Так случилось и на этот раз. Травницкие торговцы и все боснийские беги годами следили за попытками Селима III преобразовать Оттоманскую империю на новых началах, согласно требованиям и нуждам современной европейской жизни. Они не скрывали своего недоверия и ненависти к действиям султана и часто откровенно выражали их в прошениях, отправляемых в Стамбул, проявляли во взаимоотношениях с наместником султана, травницким визирем. Для них было ясно, что реформы, позволяющие подкопаться под империю и разрушить ее изнутри, на руку только иностранцам, а для всех мусульман, и, следовательно, для каждого из них, они означают в конечном счете не что иное, как потерю веры, состояния, семьи, конец жизни на этом свете и вечное проклятие.
Как только стало известно, что визирь уехал якобы на Дрину для выяснения обстановки, сразу наступила та подозрительная тишина, которая предшествует обычно взрыву народного гнева, и начались непонятные для посторонних переговоры шепотом или взглядами. Все было готово для взрыва, ожидали лишь подходящей минуты.
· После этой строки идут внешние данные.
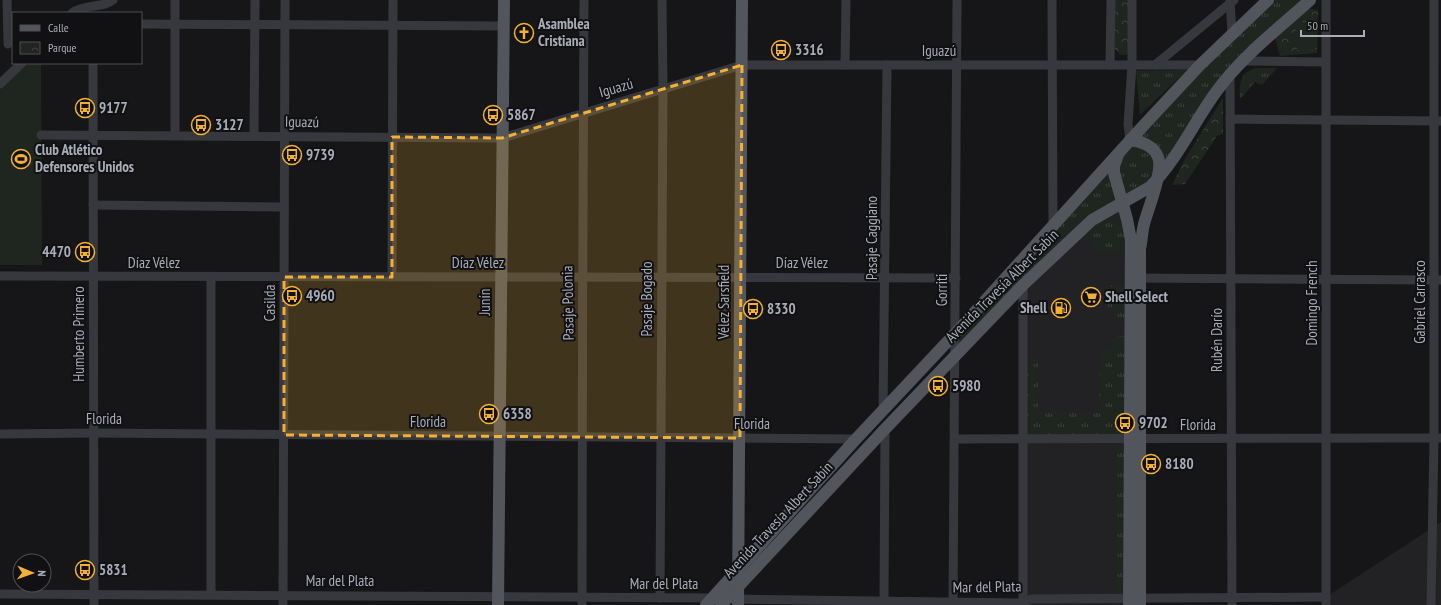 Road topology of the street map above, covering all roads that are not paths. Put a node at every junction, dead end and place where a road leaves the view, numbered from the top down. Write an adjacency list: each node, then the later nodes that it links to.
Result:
1 (7, 0): 31 (street)
2 (113, 0): 22 (street)
3 (175, 0): 25 (street)
4 (255, 0): 26 (street)
5 (285, 0): 27 (street, Casilda)
6 (393, 0): 28 (street)
7 (504, 0): 29 (main road, Junín)
8 (584, 0): 48 (street, Pasaje Polonia)
9 (662, 0): 47 (street, Pasaje Bogado)
10 (742, 0): 36 (main road, Vélez Sarsfield)
11 (846, 0): 37 (street)
12 (957, 0): 39 (street, Gorriti)
13 (1052, 0): 40 (street)
14 (1111, 0): 41 (street)
15 (1132, 0): 42 (street)
16 (1268, 0): 30 (main road, Avenida Travesía Albert Sabin)
17 (1310, 0): 21 (main road, Avenida Travesía Albert Sabin)
18 (1326, 0): 33 (street, Domingo French)
19 (1434, 0): 51 (street, Gabriel Carrasco)
20 (1231, 1): 30 (street); 43 (street)
21 (1299, 5): 32 (main road, Avenida Travesía Albert Sabin)
22 (91, 6): 23 (street)
23 (73, 12)
24 (142, 24): 25 (street)
25 (175, 24): 26 (street); 54 (street)
26 (254, 24): 27 (street); 55 (street)
27 (285, 24): 28 (street); 56 (street, Casilda)
28 (392, 24): 29 (street); 57 (street)
29 (503, 26): 58 (main road, Junín)
30 (1232, 33): 44 (main road, Avenida Travesía Albert Sabin)
31 (8, 44)
32 (1242, 61): 33 (street); 45 (main road, Avenida Travesía Albert Sabin)
33 (1326, 62): 50 (street, Domingo French)
34 (21, 64): 46 (street)
35 (93, 64): 53 (street, Humberto Primero)
36 (742, 65): 37 (street, Iguazú); 47 (street, Iguazú); 76 (main road, Vélez Sarsfield)
37 (845, 65): 38 (street, Iguazú)
38 (887, 65): 39 (street, Iguazú); 77 (street, Pasaje Caggiano)
39 (957, 65): 40 (street, Iguazú); 78 (street, Gorriti)
40 (1052, 65): 41 (street, Iguazú); 67 (street)
41 (1110, 65): 42 (street, Iguazú)
42 (1132, 65): 43 (street, Iguazú); 59 (street)
43 (1156, 65): 44 (street, Iguazú)
44 (1200, 65): 59 (main road, Avenida Travesía Albert Sabin)
45 (1230, 74): 49 (street, Rubén Darío); 62 (main road, Avenida Travesía Albert Sabin)
46 (0, 84)
47 (663, 89): 48 (street, Iguazú); 75 (street, Pasaje Bogado)
48 (582, 113): 58 (street, Iguazú); 74 (street, Pasaje Polonia)
49 (1230, 119): 50 (street); 80 (street, Rubén Darío)
50 (1326, 120): 51 (street); 81 (street, Domingo French)
51 (1438, 121): 82 (street, Gabriel Carrasco)
52 (41, 135): 53 (street, Iguazú)
53 (93, 135): 54 (street, Iguazú); 65 (street, Humberto Primero)
54 (175, 135): 55 (street, Iguazú)
55 (254, 136): 56 (street, Iguazú)
56 (285, 136): 57 (street, Iguazú); 66 (street, Casilda)
57 (392, 137): 58 (street, Iguazú); 72 (street)
58 (502, 138): 73 (main road, Junín)
59 (1130, 140): 60 (main road, Avenida Travesía Albert Sabin); 62 (main road)
60 (1120, 153): 61 (main road); 67 (main road, Avenida Travesía Albert Sabin)
61 (1116, 180): 63 (main road); 64 (main road)
62 (1156, 181): 63 (main road, Avenida Travesía Albert Sabin); 79 (main road)
63 (1142, 191): 64 (main road, Avenida Travesía Albert Sabin)
64 (1122, 202): 79 (main road); 83 (main road, Avenida Travesía Albert Sabin)
65 (93, 206): 66 (street); 69 (street, Humberto Primero)
66 (284, 207): 71 (street, Casilda)
67 (1053, 226): 84 (main road, Avenida Travesía Albert Sabin)
68 (0, 276): 69 (street, Díaz Vélez)
69 (93, 276): 70 (street, Díaz Vélez); 88 (street, Humberto Primero)
70 (211, 277): 71 (street, Díaz Vélez); 90 (street)
71 (284, 277): 72 (street, Díaz Vélez); 91 (street, Casilda)
72 (392, 277): 73 (street, Díaz Vélez)
73 (501, 277): 74 (street, Díaz Vélez); 92 (main road, Junín)
74 (582, 277): 75 (street, Díaz Vélez); 93 (street, Pasaje Polonia)
75 (661, 277): 76 (street, Díaz Vélez); 94 (street, Pasaje Bogado)
76 (740, 277): 77 (street, Díaz Vélez); 95 (main road, Vélez Sarsfield)
77 (886, 278): 78 (street, Díaz Vélez); 86 (street, Pasaje Caggiano)
78 (956, 278): 84 (street, Gorriti)
79 (1135, 278): 80 (street); 102 (main road)
80 (1230, 280): 81 (street); 99 (street, Rubén Darío)
81 (1326, 280): 82 (street); 100 (street, Domingo French)
82 (1438, 280): 96 (street, Gabriel Carrasco)
83 (1023, 285): 85 (main road, Avenida Travesía Albert Sabin); 101 (street)
84 (955, 334): 85 (street, Gorriti); 86 (main road, Avenida Travesía Albert Sabin)
85 (956, 355): 87 (main road, Avenida Travesía Albert Sabin); 98 (street, Gorriti)
86 (883, 412): 97 (main road, Avenida Travesía Albert Sabin)
87 (885, 429): 104 (main road, Avenida Travesía Albert Sabin); 112 (street)
88 (94, 433): 89 (street, Florida); 90 (street, Florida); 105 (street, Humberto Primero)
89 (0, 434)
90 (212, 434): 91 (street, Florida); 107 (street)
91 (284, 435): 92 (street, Florida); 108 (street, Casilda)
92 (500, 436): 93 (street, Florida); 110 (main road, Junín)
93 (584, 437): 94 (street, Florida); 111 (street, Pasaje Polonia)
94 (661, 438): 95 (street, Florida); 109 (street, Pasaje Bogado)
95 (740, 438): 97 (street, Florida); 103 (main road, Vélez Sarsfield)
96 (1437, 438): 100 (street, Florida); 121 (street, Gabriel Carrasco)
97 (856, 439): 103 (main road, Avenida Travesía Albert Sabin)
98 (955, 439): 101 (street, Florida); 117 (street, Gorriti)
99 (1231, 439): 100 (street, Florida); 102 (street, Florida); 113 (street, Rubén Darío)
100 (1326, 439): 114 (street, Domingo French)
101 (1024, 440): 102 (street, Florida); 118 (street)
102 (1136, 440): 116 (main road)
103 (738, 569): 104 (main road, Vélez Sarsfield); 115 (main road, Avenida Travesía Albert Sabin)
104 (738, 586): 115 (main road, Vélez Sarsfield)
105 (94, 593): 106 (street, Mar del Plata); 107 (street, Mar del Plata); 119 (street, Humberto Primero)
106 (0, 594)
107 (211, 594): 108 (street, Mar del Plata)
108 (283, 595): 110 (street, Mar del Plata); 120 (street, Casilda)
109 (660, 598): 111 (street, Mar del Plata); 115 (street, Mar del Plata)
110 (498, 601): 111 (street, Mar del Plata)
111 (582, 601)
112 (884, 601): 115 (street, Mar del Plata); 117 (street, Mar del Plata)
113 (1232, 601): 114 (street, Mar del Plata); 116 (street, Mar del Plata)
114 (1326, 601)
115 (724, 602)
116 (1135, 602): 118 (street, Mar del Plata)
117 (953, 604): 118 (street, Mar del Plata)
118 (1023, 604)
119 (94, 605)
120 (283, 605)
121 (1431, 605)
Как и всегда, поводом послужило событие второстепенное и незначительное.
У Цезаря Давны был в услужении доверенный человек, некто Мехмед, по прозванию Усач, плечистый и статный герцеговинец. Все служащие в иностранных консульствах были ненавистны местным туркам, а этот Мехмед в особенности. Зимой он женился на молодой и красивой мусульманке, приехавшей из Белграда к родным в Травник. Она была замужем в Белграде за неким БекриМустафой, содержателем кофейни в Дорчоле. Четыре свидетеля, все травницкие мусульмане, клятвенно подтвердили, что Бекри-Мустафа умер от пьянства и что жена его свободна. Поэтому кадия и повенчал ее с Мехмедом.
Почти одновременно с отъездом визиря в Травнике нежданно-негаданно появился этот Бекри-Мустафа, правда мертвецки пьяный, но живой, и потребовал свою жену. Кадия сперва выгнал его, пьяного и без документов. Владелец кофейни объяснил, что одиннадцать дней добирался из Белграда в Травник, по сугробам, в страшнейшую стужу, а потому и должен был выпить столько ракии, что теперь никак не может протрезвиться. Он ищет только то, что принадлежит ему по закону: жену, на которой другой женился обманным путем.
В дело вмешался базар. Все поняли, что это наилучший случай напакостить ненавистному Мехмеду, его господину – Давне и вообще консулам и консульствам. Все считали своим долгом помочь честному мусульманину отстоять свои права и выступить против чужестранцев и их слуг. И Бекри-Мустафа, пришедший в такой мороз без шубы и крепкой обуви, гол как сокол, согревавшийся только ракией, а питавшийся луком, теперь вдруг был завален теплой одеждой, накормлен, напоен и обласкан всем базаром. Кто-то даже подарил ему женскую шубу с облезлым лисьим воротником, которую он и стал носить с большим достоинством. Икая и моргая, переходил он, словно знамя, из лавки в лавку, окруженный всеобщим вниманием и милостями, и громче и сильнее, чем когда-либо, требовал восстановления своих прав. Правда, он не мог протрезвиться, но это не мешало ему, так как за него вступился весь базар.
Когда кадия решительно отказался поверить пьяному человеку на слово и вернуть ему жену, город взбунтовался. Наконец-то был найден повод для давно назревшего волнения, которое могло теперь вылиться открыто и течь беспрепятственно. И волнение вспыхнуло, хотя зимняя пора вовсе не подходила для таких дел, случавшихся обычно летом или осенью.
Никто из иностранцев не представлял, как происходит и к чему может привести этот приступ коллективного помешательства, время от времени охватывавшего жителей городков, затерянных и стиснутых среди высоких гор. Даже и Давне, знавшему Восток, но не знавшему Боснии, все это было внове и минутами сильно его озадачивало. Давиль же заперся со своим семейством в консульстве в ожидании самого худшего.